Some years ago I took my young daughters into Long Kesh. They knew I had spent many years there and one of them was fearful that I might end up there again. So I took them to show that buildings with open doors and grilles, with rust forming on the locks and plants growing up through the tarmac do not make a prison and should hold no fear for anyone. The past should hold no fear for us. In the yard of the prison hospital I asked them to run to the far end of it. They did so and as they ran they laughed, as I expected they would, in competition with one another. Bobby (Sands) had written, “Let our revenge be the laughter of our children.” I heard their laughter that day; I hope Bobby heard it too.
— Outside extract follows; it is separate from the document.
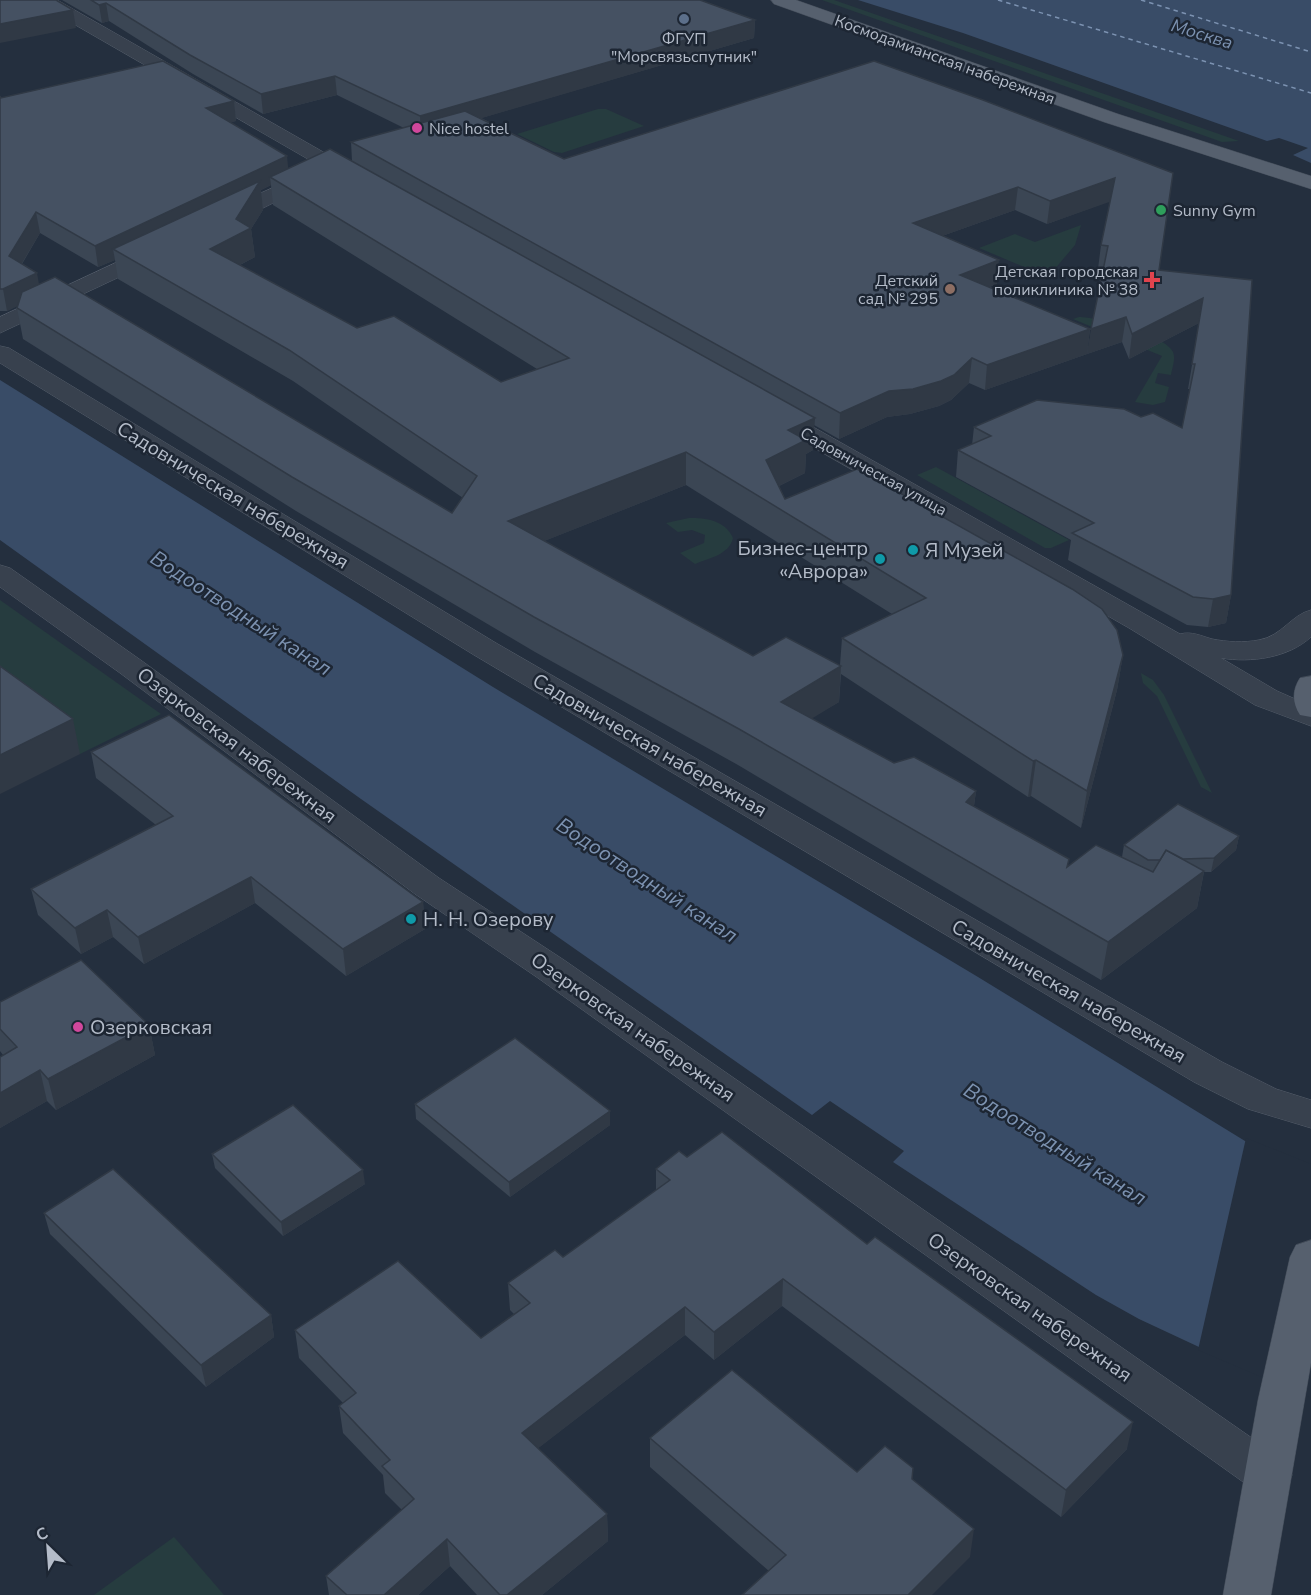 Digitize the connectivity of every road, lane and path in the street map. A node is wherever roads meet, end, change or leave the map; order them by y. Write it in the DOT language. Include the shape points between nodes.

The hunger strikers were selfless. They died that others might live with dignity, if still imprisoned. They died because there were no options available to us other than surrender and total capitulation to the system, or hunger strike. If there had been an alternative course of action we would have taken it. We would have been right to take it. That’s the difference between today and 30 years ago – having another option. It may be less dramatic but it is no less challenging and requires the same courage and commitment. It takes us into strange company in unfamiliar streets where we hear challenging words and often want to shout out, “No, that’s not how it was; here’s how it was,” but then remember that no, that’s not how it was for the other. Not right or wrong; just different. And that’s where we are today in the North; tentatively sharing experiences, exploring how the war looked and felt to others and what it has left in its wake. But the war is well and truly over.
The struggle begins where you are and in the conditions that exist – not in conditions you would ideally like to exist, nor in some period from the past. You either engage with that or disengage, and attacks on young Catholics will not stop the ongoing transformation of the PSNI or any of the other institutions north or south. The role of the revolutionary and successful leadership is to identify the tide of historical development, tap into the psyche of the people, and to help channel both in new directions; it is not to try and get the people to support a position, strategy, and tactic a miniscule number of people have devised and which history and material circumstances tell us has long since had its day.
And it’s ok to feel uncomfortable or uneasy at times because that way you know you’re being challenged. It makes you more thoughtful, more reflexive, self-critical of your deeply-held opinions and assumptions. Feeling uncomfortable or uneasy is much better than someone else feeling grief.